For the respondent, there was a brief by Ellery, Hunter, and Ferrall of Cheyenne, and oral arguments by Messrs. Ellery and Ferrall.

The right of the city to use the water of Crow Creek and tributaries was adjudicated by decree dated April 18, 1883 which decree provides that plaintiff's predecessor in interest is entitled to use 4.5 and 6.25 cubic feet of water from north Crow Creek, which are respectively the first and ninth rights on said tributary, subject to the rights of persons on the main stream, and that the City of Cheyenne is entitled to have 12,481 cubic feet, which is the first right on said stream. The City has the right to divert water at a point on main Crow Creek in the Northwest Quarter of the Northwest Quarter of Section 21 in Township 14, Range 67 West, and at various points on main Crow Creek and the tributaries above and west of said diversion point in Section 21. The city diverts and takes water from Crow Creek by means of three channel reservoirs, three diversion dams, two pumping plants and a system of pipe line. The City has not at any time intercepted or used the water of Crow Creek and its tributaries in an amount exceeding twelve thousand four hundred eight-one cubic feet per second of time, nor in an amount exceeding the actual needs of the City. The plaintiff did not present to or file with the City a claim for the sum of $ 64,500.00 damages or any other sum. The City has not abandoned the right to take and use the amount decreed to it on April 18, 1888. The plaintiff is not entitled to relief.

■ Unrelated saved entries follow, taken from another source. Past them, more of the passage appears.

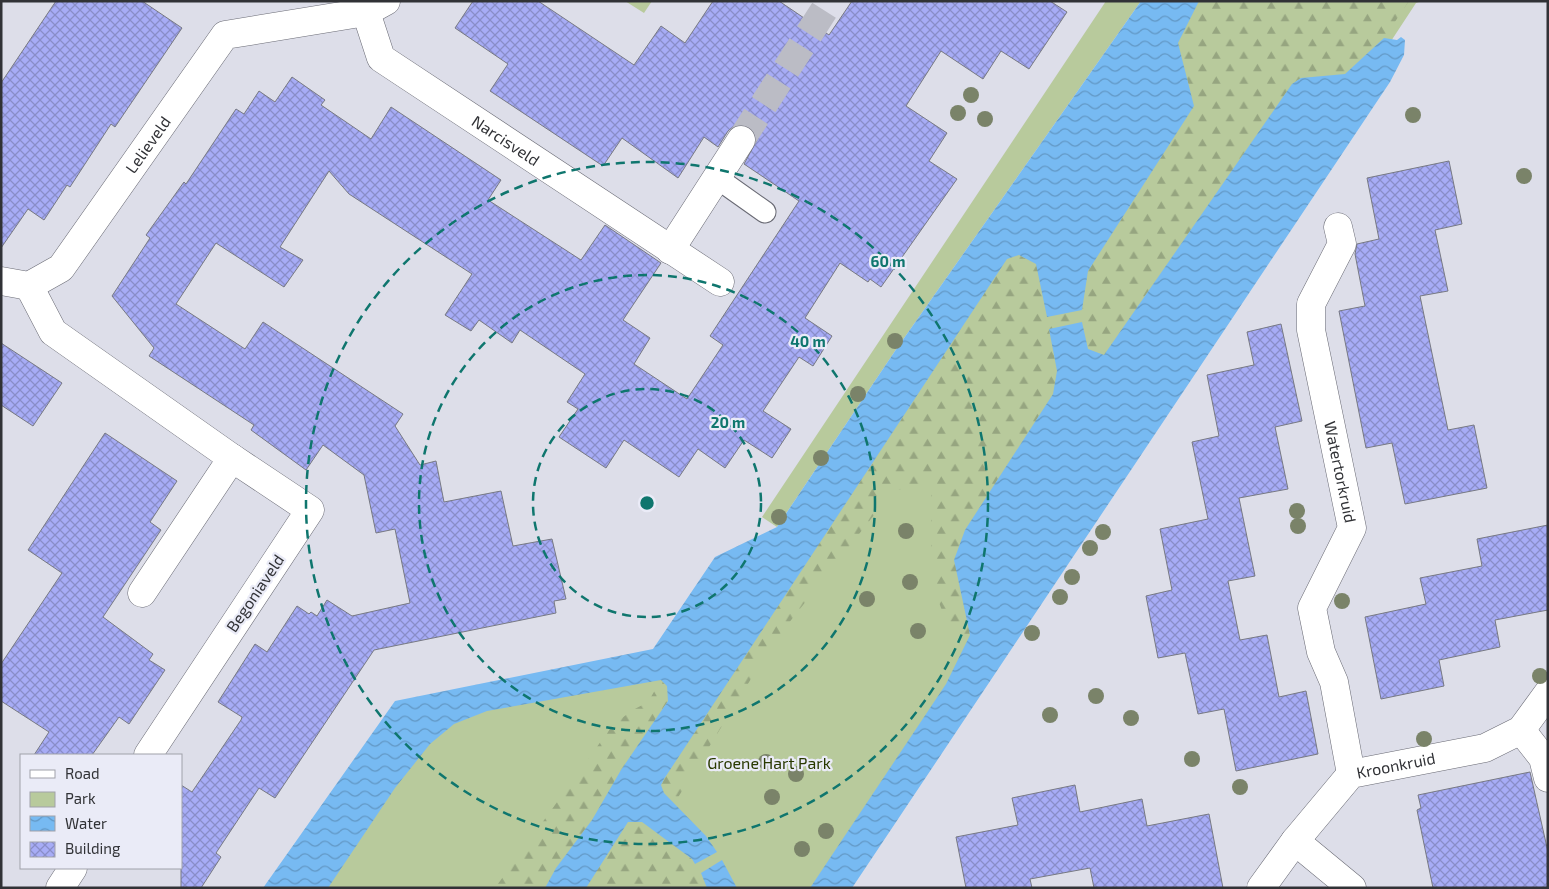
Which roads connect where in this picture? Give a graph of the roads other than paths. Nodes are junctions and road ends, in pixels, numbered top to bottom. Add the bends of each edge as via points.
1 (376, 7) edge
2 (305, 11) edge
3 (741, 140) tunnel mouth
4 (716, 178) junction
5 (766, 212) dead end
6 (1338, 227) dead end
7 (670, 250) junction
8 (1, 281) edge
9 (720, 282) dead end
10 (29, 286) junction
11 (232, 458) junction
12 (142, 593) dead end
13 (1548, 693) edge
14 (1521, 730) junction
15 (149, 754) edge
16 (1351, 774) junction
17 (1548, 778) edge
18 (1295, 841) junction
19 (73, 869) edge
20 (60, 888) edge
21 (1261, 888) edge
22 (1352, 888) edge

1 - 2 street, Lelieveld
1 - 7 street, Narcisveld via 380,58
2 - 10 street, Lelieveld via 225,35 61,268
3 - 4 street
4 - 5 lane
4 - 7 street
6 - 16 street, Watertorkruid via 1342,244 1310,304 1311,330 1352,528 1312,608 1321,652 1334,682
7 - 9 street, Narcisveld
8 - 10 street
10 - 11 street, Begoniaveld via 54,332
11 - 12 street
11 - 15 street, Begoniaveld via 310,510
13 - 14 street, Kroonkruid
14 - 16 street, Kroonkruid via 1485,748
14 - 17 street via 1544,758
16 - 18 street, Kroonkruid
18 - 21 street, Kroonkruid
18 - 22 street
19 - 20 street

The City had the right to appropriate beyond its needs at the time of adjudication. Wyoming Hereford Ranch v. Packing Company (Wyo.) 236 P. 764. Plaintiff's predecessor was a party to the adjudication on April 18, 1888, and after a lapse of 45 years may not assert any alleged invalidity, error or mistake touching said decree or the entry thereof. R. S. 89-2101-3; 89-2301-4; 89-2310; Edwards v. City of Cheyenne, 19 Wyo. 110; Bradford v. Trapp, (Cal.) 193 P. 584; Foster v. Christensen, (Texas) 42 S.W.2d 460. The decree of April 18, 1888 is res judicata and may not be inquired into in a collateral proceeding. Holt v. City of Cheyenne, 22 Wyo. 212; Mining Company v. Coal Company, (Wyo.) 272 P. 12; Poston v. Delfelder, 39 Wyo. 163; May v. Penton, 45 Wyo, 82; Weberpals v. Jenny, (Ill.) 133 N.E. 62; O'Brien v. King, (Colo.) 92 P. 945; Irrigation Company v. Trust Company, (Colo.) 75 P. 391; Storage Company...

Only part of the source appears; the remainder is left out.